With the help of students at the Immigration Law Clinic at the University of Virginia Law School, an Afghan national who had been imprisoned for three years on a misdemeanor charge was recently released on bail.
Sophomores Laila Khaled and Jordan Woodleaf defended their client’s case in Arlington immigration court and won his release in December.
“From the beginning, the case was an uphill battle, given that the client had been denied bail on three previous occasions,” said clinic trainer Sophia Gregg, an attorney with the Justice Center at Legal Aid. Compounding the case was his asylum appeal, which is currently before the U.S. Court of Appeals for the Fourth Circuit.
Khalid said the agent fled Afghanistan to live in Pakistan as a child due to Taliban persecution, and later came to the US on a student visa in 2015 to seek asylum when the persecution continued. In 2018, he was convicted of a misdemeanor of minor assault with a 90-day suspended prison sentence, but has been held by the Department of Homeland Security at Farmville Detention Center in Virginia for more than three years.
“Our client faced serious medical problems while in detention, including being infected with COVID-19, suffering from symptoms of post-traumatic stress disorder (PTSD) and schizophrenia, as well as being exposed to physical violence by prison guards,” Khaled said.
After denying several bond issuance hearings, the clinic petitioned for a habeas corpus with the US District Court for the Eastern District of Virginia, which recently set a new standard of review for an immigration court to consider release (see sidebar).
At that hearing, the court ordered that their client be given a bail hearing in immigration court. Woodlev credited the outcome to the “amazing work” of clinic trainer Jennifer Kwon, who is also an attorney at the Justice Center for Legal Aid, and others working on the case.
With the Bond session given, students are getting busy.

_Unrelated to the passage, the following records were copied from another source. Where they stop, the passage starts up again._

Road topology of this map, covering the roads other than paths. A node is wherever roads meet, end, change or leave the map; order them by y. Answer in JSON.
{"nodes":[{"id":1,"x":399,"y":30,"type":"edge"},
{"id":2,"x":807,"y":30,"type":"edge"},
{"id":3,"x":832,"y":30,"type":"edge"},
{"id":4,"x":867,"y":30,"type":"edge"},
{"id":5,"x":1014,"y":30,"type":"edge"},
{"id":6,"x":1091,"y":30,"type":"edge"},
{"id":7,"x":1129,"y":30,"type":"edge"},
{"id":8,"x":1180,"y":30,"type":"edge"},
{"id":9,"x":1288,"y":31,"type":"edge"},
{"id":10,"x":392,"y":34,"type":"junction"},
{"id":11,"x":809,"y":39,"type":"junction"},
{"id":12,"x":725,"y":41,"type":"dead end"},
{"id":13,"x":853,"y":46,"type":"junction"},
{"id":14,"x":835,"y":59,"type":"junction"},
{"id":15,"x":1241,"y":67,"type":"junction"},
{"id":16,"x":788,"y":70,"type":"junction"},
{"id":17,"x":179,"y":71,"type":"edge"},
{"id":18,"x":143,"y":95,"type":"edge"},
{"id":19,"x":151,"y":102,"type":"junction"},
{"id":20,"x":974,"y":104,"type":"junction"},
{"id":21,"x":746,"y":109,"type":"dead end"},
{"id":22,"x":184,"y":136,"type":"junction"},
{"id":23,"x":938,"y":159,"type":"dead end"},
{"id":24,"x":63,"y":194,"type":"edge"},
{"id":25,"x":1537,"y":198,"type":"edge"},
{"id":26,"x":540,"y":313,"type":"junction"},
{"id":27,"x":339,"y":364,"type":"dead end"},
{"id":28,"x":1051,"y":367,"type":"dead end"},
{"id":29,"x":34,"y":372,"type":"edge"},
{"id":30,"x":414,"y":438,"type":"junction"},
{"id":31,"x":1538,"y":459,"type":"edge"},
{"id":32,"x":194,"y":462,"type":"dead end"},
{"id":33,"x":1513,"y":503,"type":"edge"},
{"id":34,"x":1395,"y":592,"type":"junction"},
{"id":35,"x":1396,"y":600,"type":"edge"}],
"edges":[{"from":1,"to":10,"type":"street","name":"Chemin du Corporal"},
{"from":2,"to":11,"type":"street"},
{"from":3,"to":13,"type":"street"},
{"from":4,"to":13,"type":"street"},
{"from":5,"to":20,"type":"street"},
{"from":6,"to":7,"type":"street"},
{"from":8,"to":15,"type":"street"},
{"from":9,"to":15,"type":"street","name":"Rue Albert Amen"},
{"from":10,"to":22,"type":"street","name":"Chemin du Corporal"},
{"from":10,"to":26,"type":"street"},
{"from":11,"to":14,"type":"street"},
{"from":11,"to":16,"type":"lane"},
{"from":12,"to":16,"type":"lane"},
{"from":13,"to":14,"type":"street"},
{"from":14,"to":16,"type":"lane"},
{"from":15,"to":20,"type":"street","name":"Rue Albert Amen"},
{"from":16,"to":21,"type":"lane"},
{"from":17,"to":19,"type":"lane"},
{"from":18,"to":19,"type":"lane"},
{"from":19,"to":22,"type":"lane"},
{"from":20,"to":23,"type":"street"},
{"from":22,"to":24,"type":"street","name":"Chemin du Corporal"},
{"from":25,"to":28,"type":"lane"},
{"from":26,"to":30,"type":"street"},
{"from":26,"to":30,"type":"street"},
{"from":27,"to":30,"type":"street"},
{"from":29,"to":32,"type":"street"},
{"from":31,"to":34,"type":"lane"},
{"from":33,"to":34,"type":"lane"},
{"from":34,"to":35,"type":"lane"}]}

“Jordan and Lila worked throughout the Thanksgiving break, submitting over 100 pages of documents in support of the client’s case, and speaking to the client every day for several months to gather facts and prepare for the bond hearing,” Gregg said.
Woodleaf said another turning point occurred when the students obtained records confirming their client had been abused by Farmville Detention Center guards, and that an internal investigation cleared him of any responsibility.
“This fact proved very moving for the immigration judge, who referred to the internal investigation into finding that our client was not a danger to the community,” Woodleaf said.
Ludlev, who served as first president with help from Greg, argued at the hearing that his client was not a danger to the community because he had a “robust release plan” and that the Department of Homeland Security had the ability to put him in an alternative detention program.
“We have also argued that the court should have weighed his prolonged detention in favor of his release, as he was held for more than three years and more than 12 times over for 90 days due to his original misdemeanor conviction,” Woodleaf said.
Khaled, who served as the second presiding officer at the hearing, helped describe and design the release plan, and wrote the argument for why their client is neither a danger nor an escape risk.
“I was also responsible for reaching out to all of his community and friends to interview them about their relationship with our client and helped them write letters of support for the court, saying they would help provide our clients with transportation, housing and employment if she said.
The community’s support for their client, a prominent member of the Muslim community in Richmond, proved powerful, they argued. Although the students began formulating a proposal to cut what they thought was a high bond amount — $30,000 — their clients’ backers were able to quickly raise the money.
“I felt very relieved when I heard the news of his release and that all our work this semester led to a happy ending,” Khaled said. “I was really amazed to watch this community come together to raise support for our clients; their generosity was heartwarming, and they were all so grateful to have their friend back.”
Although their client remains subject to deportation, he “has very viable avenues for relief,” Woodleaf said, including a proposal to reopen his case at the Immigration Appeals Board.
The client has a pending application for asylum and relief under the CAT, based on his fear of returning to his home country due to his mental health issues, his religion, and his political views.
“With the Taliban in control, the changing situation in Afghanistan and Pakistan was a factor in his release as he became more likely to succeed in obtaining exemption from deportation,” Gregg added.
Both students said they learned a lot from their experience at the year-long clinic, which was designed to educate participants about immigration law and allow them to provide direct representation to asylum seekers and individuals seeking release from immigration detention.
“I learned how hard the work it would be to become the lawyer I wanted,” Woodleaf said. “As we were preparing drafts of the bond proposal and conducting moot court hearings, I noticed how Professor Gregg and Professor Kwon were able to effortlessly craft creative and direct arguments. Moving forward in the clinic and in my time as a law student, I want to take advantage of every opportunity to present oral arguments in court and prepare arguments new to difficult issues.
Khaled said the clinic taught her how to have sensitive conversations with clients and how to be patient and persistent when facing roadblocks.
“Instead of learning about the intricacies of the immigration system in the classroom, we were able to experience it first-hand with real cases and learned how to navigate the system along the way,” she said.